〜sideイッセー〜
木場のあとに続きながら向かった先は、旧校舎だった。
「ここに部長がいるんだよ」
木場がそう告げる。
部長ってリアス先輩のことか?
先輩って何かの部活に属していたっけ?
見ると高城も不思議そうな顔をしていた。
しばらく歩くと、木場の足がとある教室の前で止まる。
俺たちは戸にかけてあるプレートを見て驚いた。
《オカルト研究部》
「「オカルト研究部!?」」
あの二大お姉様の片割れであるリアス・グレモリー先輩がオカルト研究部って……。
「部長、連れてきました」
「ええ、入ってちょうだい」
中からリアス先輩の声が聞こえてくる。
木場が戸を開け、あとに続いて室内に入ると、俺たちは中の様子に驚いた。
室内の至るところに謎の文字が書き込まれていて、中央に魔方陣らしきものがあるのだ!
なんじゃこりゃ!
ん?ソファに誰か座っているじゃないか。
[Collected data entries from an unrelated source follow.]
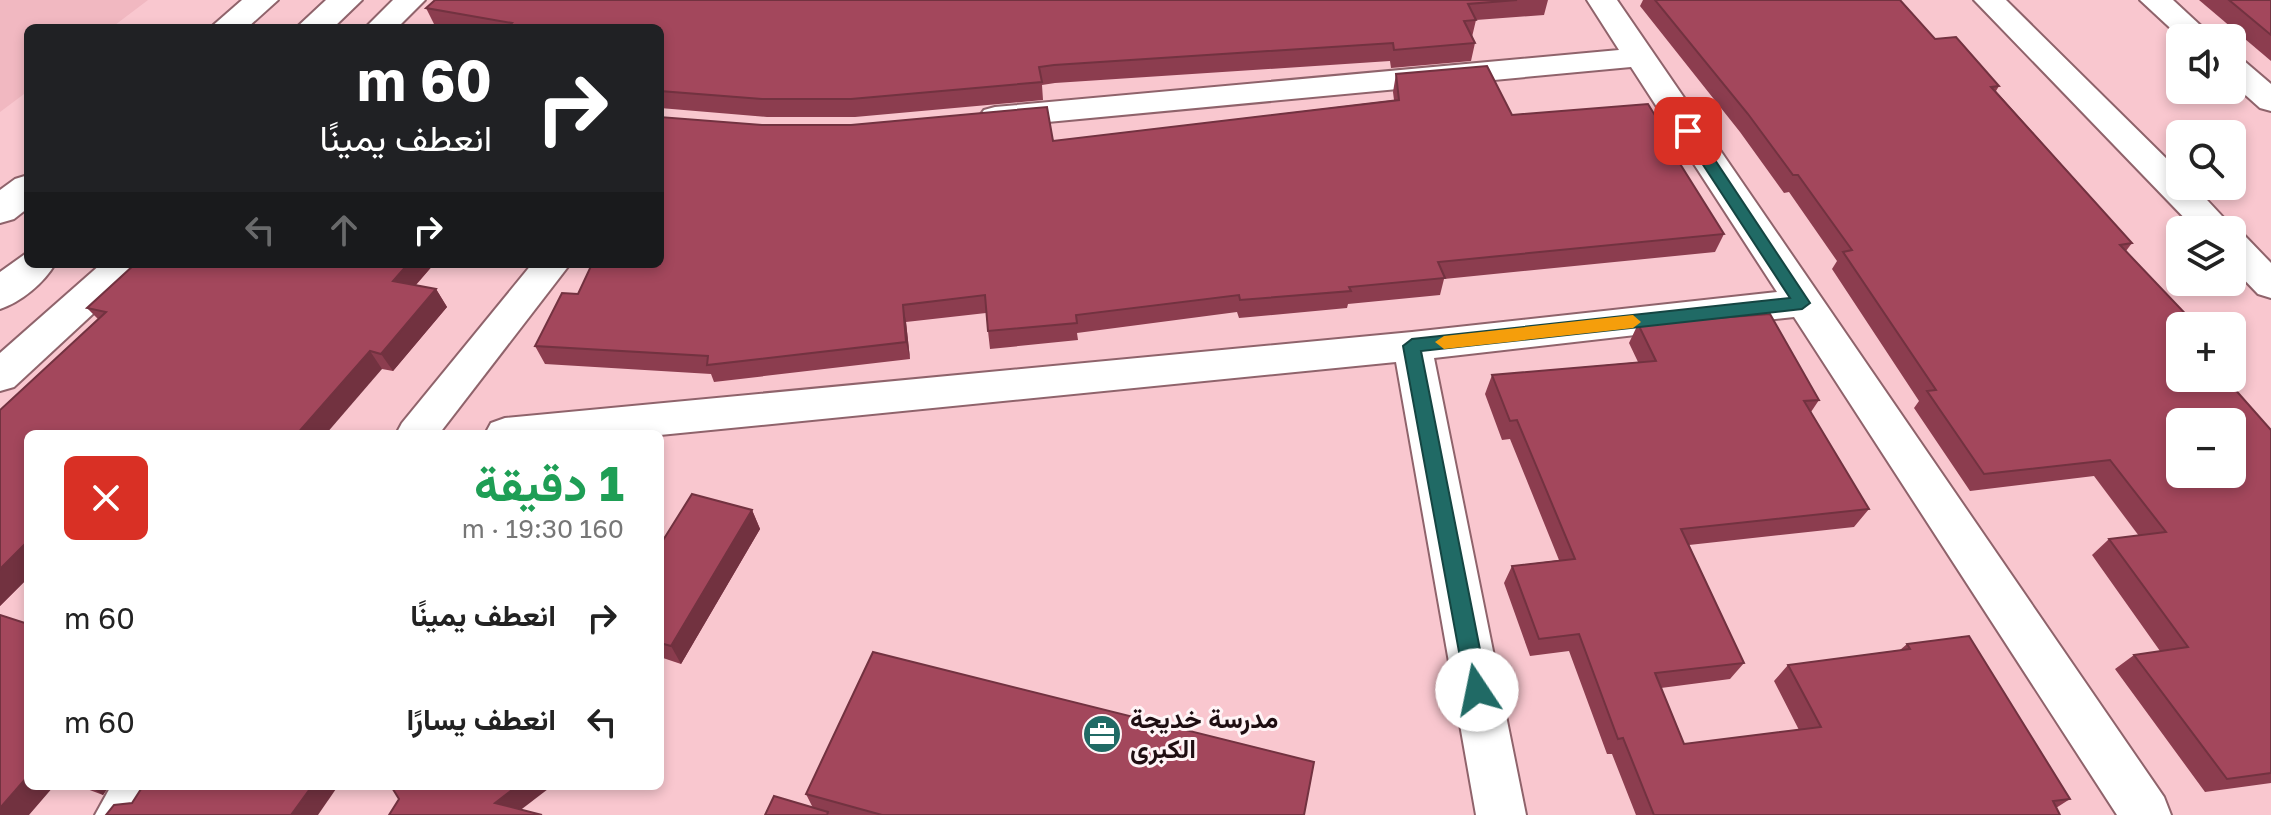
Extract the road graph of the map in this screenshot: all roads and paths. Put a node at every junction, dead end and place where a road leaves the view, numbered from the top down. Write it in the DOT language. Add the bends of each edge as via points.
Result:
graph roads {
  1 [pos="262,0"];
  2 [pos="346,0"];
  3 [pos="410,0"];
  4 [pos="1602,0"];
  5 [pos="1989,0"];
  6 [pos="2155,0"];
  7 [pos="232,24"];
  8 [pos="318,24"];
  9 [pos="384,24"];
  10 [pos="2183,24"];
  11 [pos="1639,57"];
  12 [pos="2246,79"];
  13 [pos="2271,101"];
  14 [pos="965,120"];
  15 [pos="24,187"];
  16 [pos="24,189"];
  17 [pos="0,196"];
  18 [pos="0,210"];
  19 [pos="2203,216"];
  20 [pos="2246,259"];
  21 [pos="30,268"];
  22 [pos="120,268"];
  23 [pos="549,268"];
  24 [pos="2271,285"];
  25 [pos="0,294"];
  26 [pos="1802,303"];
  27 [pos="1412,346"];
  28 [pos="0,376"];
  29 [pos="419,430"];
  30 [pos="546,430"];
  31 [pos="140,790"];
  32 [pos="120,815"];
  33 [pos="1501,815"];
  34 [pos="2146,815"];
  1 -- 7 [label="main road"];
  2 -- 8 [label="main road"];
  3 -- 9 [label="street"];
  4 -- 11 [label="street"];
  5 -- 19 [label="street"];
  6 -- 10 [label="street"];
  11 -- 14 [label="street"];
  11 -- 26 [label="street"];
  12 -- 13 [label="street"];
  15 -- 17 [label="street"];
  16 -- 18 [label="main road"];
  20 -- 24 [label="street"];
  21 -- 25 [label="main road"];
  22 -- 28 [label="street"];
  23 -- 29 [label="street"];
  26 -- 27 [label="street"];
  26 -- 34 [label="street"];
  27 -- 30 [label="street"];
  27 -- 33 [label="street"];
  31 -- 32 [label="street"];
}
小柄の女の子……。
知ってる!あの子知ってるぞ!
一年生の塔城子猫ちゃんだ!
ロリ顔、小柄な体、一見では小学生にしか見えないわが高校のマスコット的な存在だ!
黙々とようかんを食べている。
「こちら兵藤一誠くんと高城龍雅くん」
「ど、どうも」
「こんにちは」
塔城小猫ちゃんは俺の方を見た後、高城の方を見て、ようかんを落としていた。
とても驚いているみたいだが、高城の奴、何かしたのか?
シャー
部屋の奥から水が流れる音。シャワー?
見れば、室内の奥にシャワーカーテン。カーテンに陰影が映っている。
女性の肢体だ。これは、もしかしてリアス先輩の!?
すばらしい!芸術だ!当分、あっちの方は困らなさそうです。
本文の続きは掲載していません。